At a time when Wall Street is talking about tightening its belt, Morgan Stanley Smith Barney LLC and Bank of America Merrill Lynch are still showing a willingness to shell out big bucks for top-producing financial advisers
At a time when Wall Street is talking about tightening its belt, Morgan Stanley Smith Barney LLC and Bank of America Merrill Lynch are still showing a willingness to shell out big bucks for top-producing financial advisers.
In high-level, top-dollar hiring deals announced last week, the firms essentially engaged in a swap: MSSB landed a high-profile team of five Merrill Lynch advisers in New York, while the Merrill side recruited a five-member MSSB team in Plano, Texas.
After the dust settles, the trade will add about $500 million to MSSB's assets under management.
The leader of the team making the move to MSSB is Harvey Kadden, a 30-year veteran at Merrill Lynch and a 10-year member of its Circle of Champions, the highest recognition club for financial advisers at the firm. He was named a managing director at the firm three years ago and has been regularly listed as one of Barron's Top 1,000 advisers.
$1B IN AUM
Mr. Kadden was joined by four other advisers — Mihir Patel, Randy Knopp, Tim Baker and Chris Barber. The five-man team had combined production of over $14 million in the trailing-12-month period and managed assets in excess of $1 billion, according to MSSB spokeswoman Christine Pollak.
Mr. Patel and Mr. Knopp were also Circle of Champions members and managing directors at Merrill Lynch, while Mr. Baker worked on the taxable-fixed-income desk for five years before joining the team three years ago. He was named a member of the Executives Club this year. Mr. Barber has been with Merrill Lynch since late 2008.
The team will report to Ben Firestein.
“It's unusual to see 30-year veterans leave a firm,” said Danny Sarch, president of recruiting firm Leitner Sarch Consultants Ltd.
According to executive recruiter Rick Peterson, Mr. Kadden and his team had enough clout to arrange a recent meeting with senior executives at BofA to discuss issues regarding the brokerage and its relationship with the bank.
“My sources told me that these advisers posed some questions to the Bank of America executives and were not happy with the answers they got,” Mr. Peterson said, though he didn't have details on the matters discussed.
BofA Merrill Lynch spokeswoman Selena Morris confirmed the departures of the five individuals but declined to comment further.
She did, however, provide information on the team that Merrill recruited from MSSB several days earlier. Jeffrey Dinkins, Peter Ianace, Jason Jaynes, William McGrath and Rohit Mehrotra managed $478 million in assets and had $4.4 million in production, according to Ms. Morris.
Although details of the offers made to the advisers weren't disclosed by the firms, recruiters said that landing these types of high-profile teams costs big money.

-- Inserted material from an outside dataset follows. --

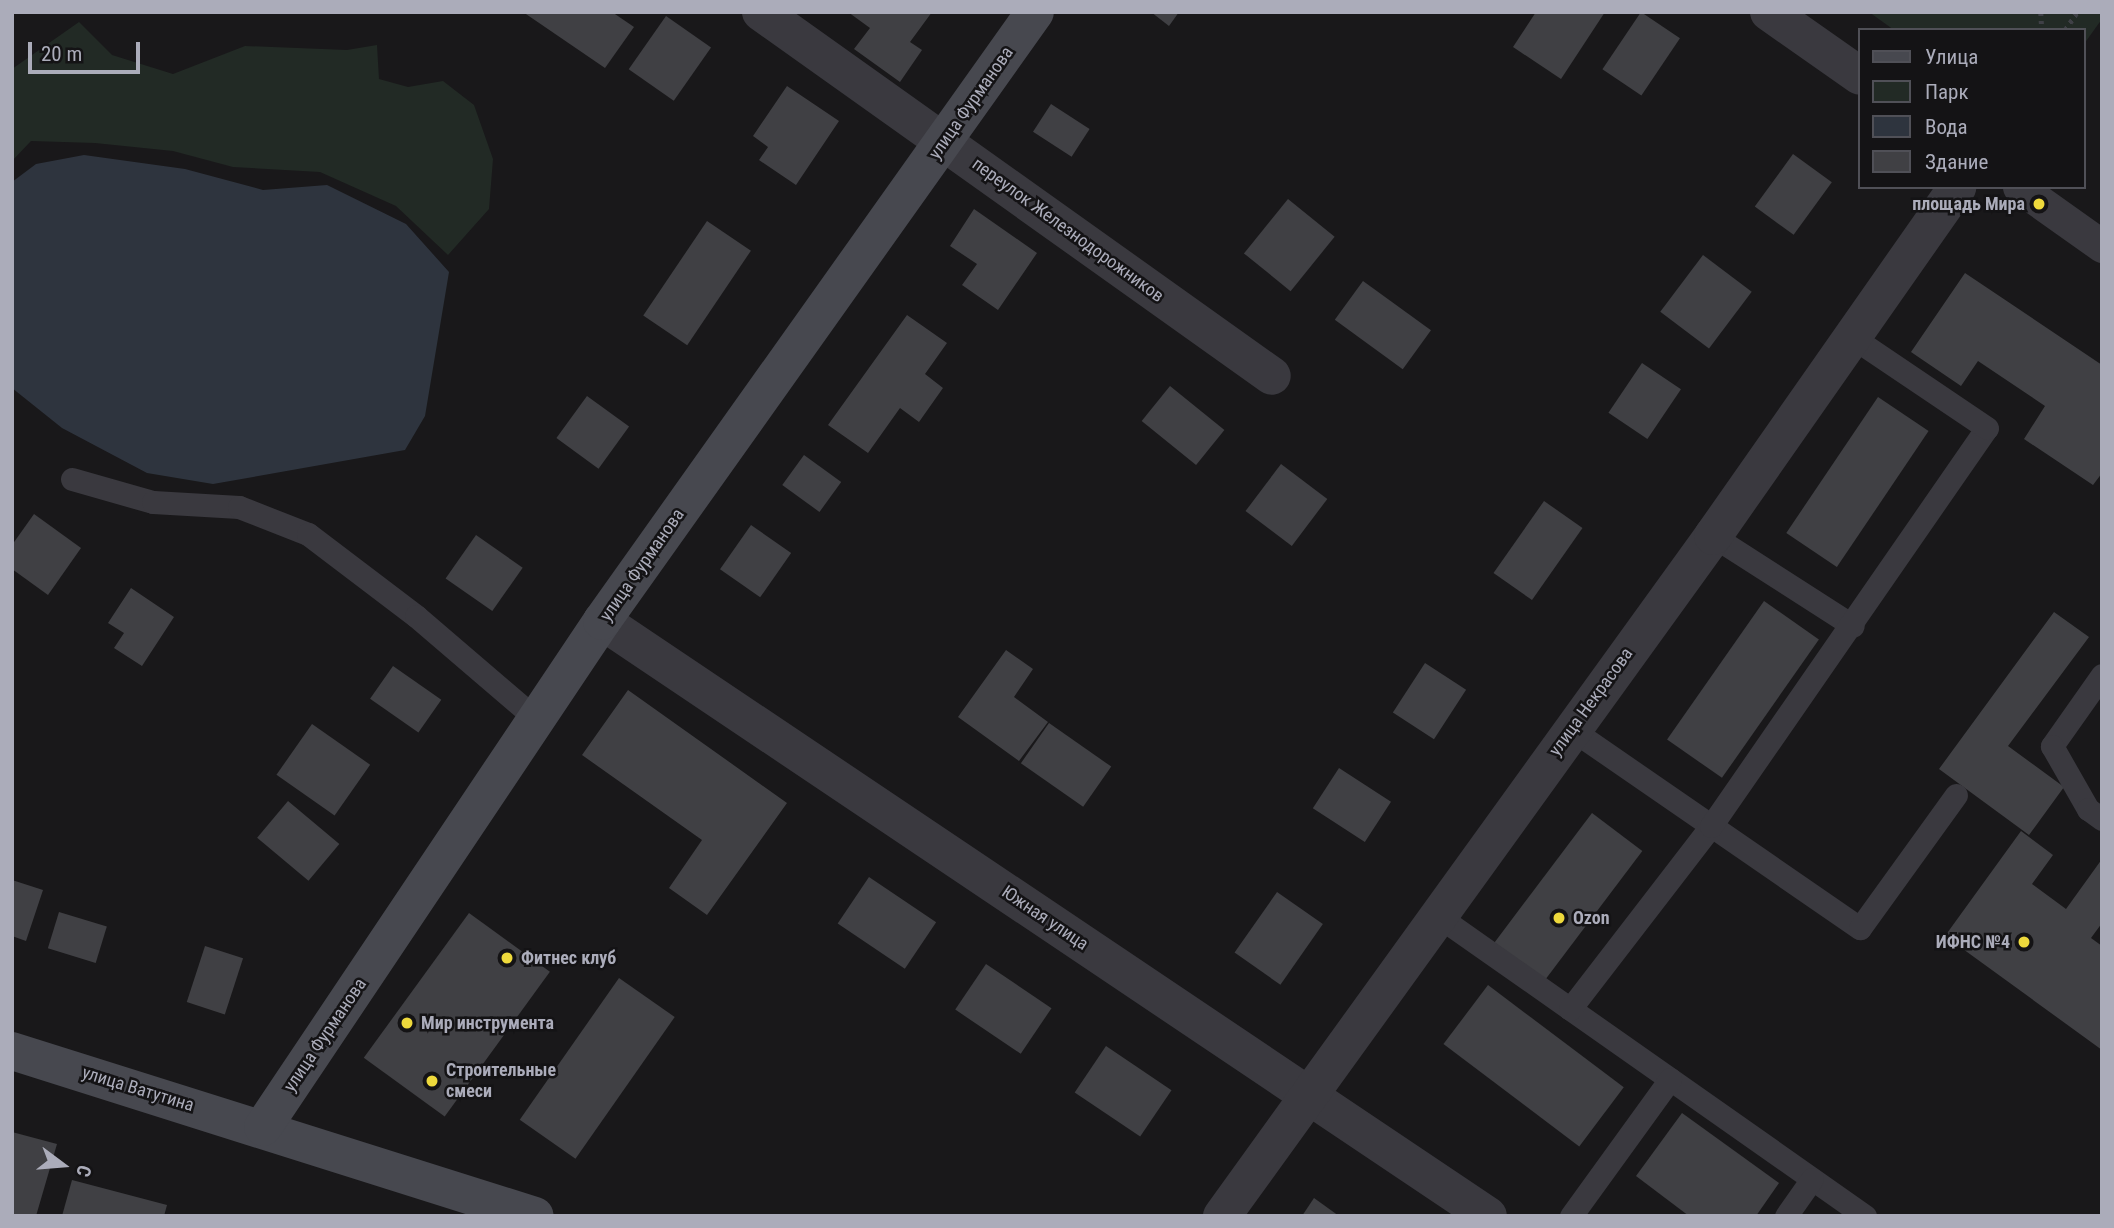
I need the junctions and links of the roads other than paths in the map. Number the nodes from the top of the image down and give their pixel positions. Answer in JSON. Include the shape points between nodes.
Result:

“The numbers on the Merrill advisers are big, but what makes this a huge story is that they're a high-quality team making a move ... despite their retention packages,” said Mindy Diamond, who runs recruiting firm Diamond Consultants LLC. “This will send shock waves through [Merrill Lynch].”
With about 55,000 financial advisers among the four wirehouses, thousands of whom switch firms every year, the impact may not be quite so big, said Tim White, a recruiter with Kaye Bassman International Corp.
“It won't shake Merrill to the foundations, but it might be an early indication of a lot more activity toward the end of the year and the beginning of next year,” he said.
Recruiters are hopeful that the deals signal a resumption of the lucrative game of musical chairs that characterized the period of the financial crisis, when fears of bank failures and forced mergers led to unprecedented movement of advisers among the big Wall Street firms. Signing bonuses ran to more than 300% of trailing-12-month production for many of the top producers.
RETENTION PACKAGES
In response, the wirehouses put in place retention packages that have for the most part been very effective at keeping advisers in their seats.
Last week, UBS Financial Services Inc. reported a 3.1% adviser attrition rate in the third quarter — the lowest level for the firm since 2005. The other firms also have had low turnover in their adviser ranks.
With many of those retention packages now winding down, however, the recruiters expect that wirehouse advisers will be more open to offers from other firms. Whether the offers will be as numerous or as lucrative as they have been in the recent past remains to be seen.
All the firms have announced plans to cut costs across their organizations, including their wealth management operations.
Last week, MSSB disclosed to employees changes to the firm's compensation grid, reducing the payout for lower-end producers while adding incentives for bringing in new assets to the firm, according to Reuters. The open question is whether the firms will decide that it is worth the price to create new retention packages to hold on to their biggest producers.
If last week is any indication, it may be expensive. One longtime Merrill Lynch adviser, who asked not to be identified, suggested that a new round of recruiting wars to gather assets would raise compensation costs for the firms when they arguably can't afford it.
“Morgan had to pay a lot of money to get those guys. If you're looking for more evidence that Wall Street doesn't know how to value assets, this is a prime example,” said the adviser, who has no plans to consider the offers that he regularly receives from other firms.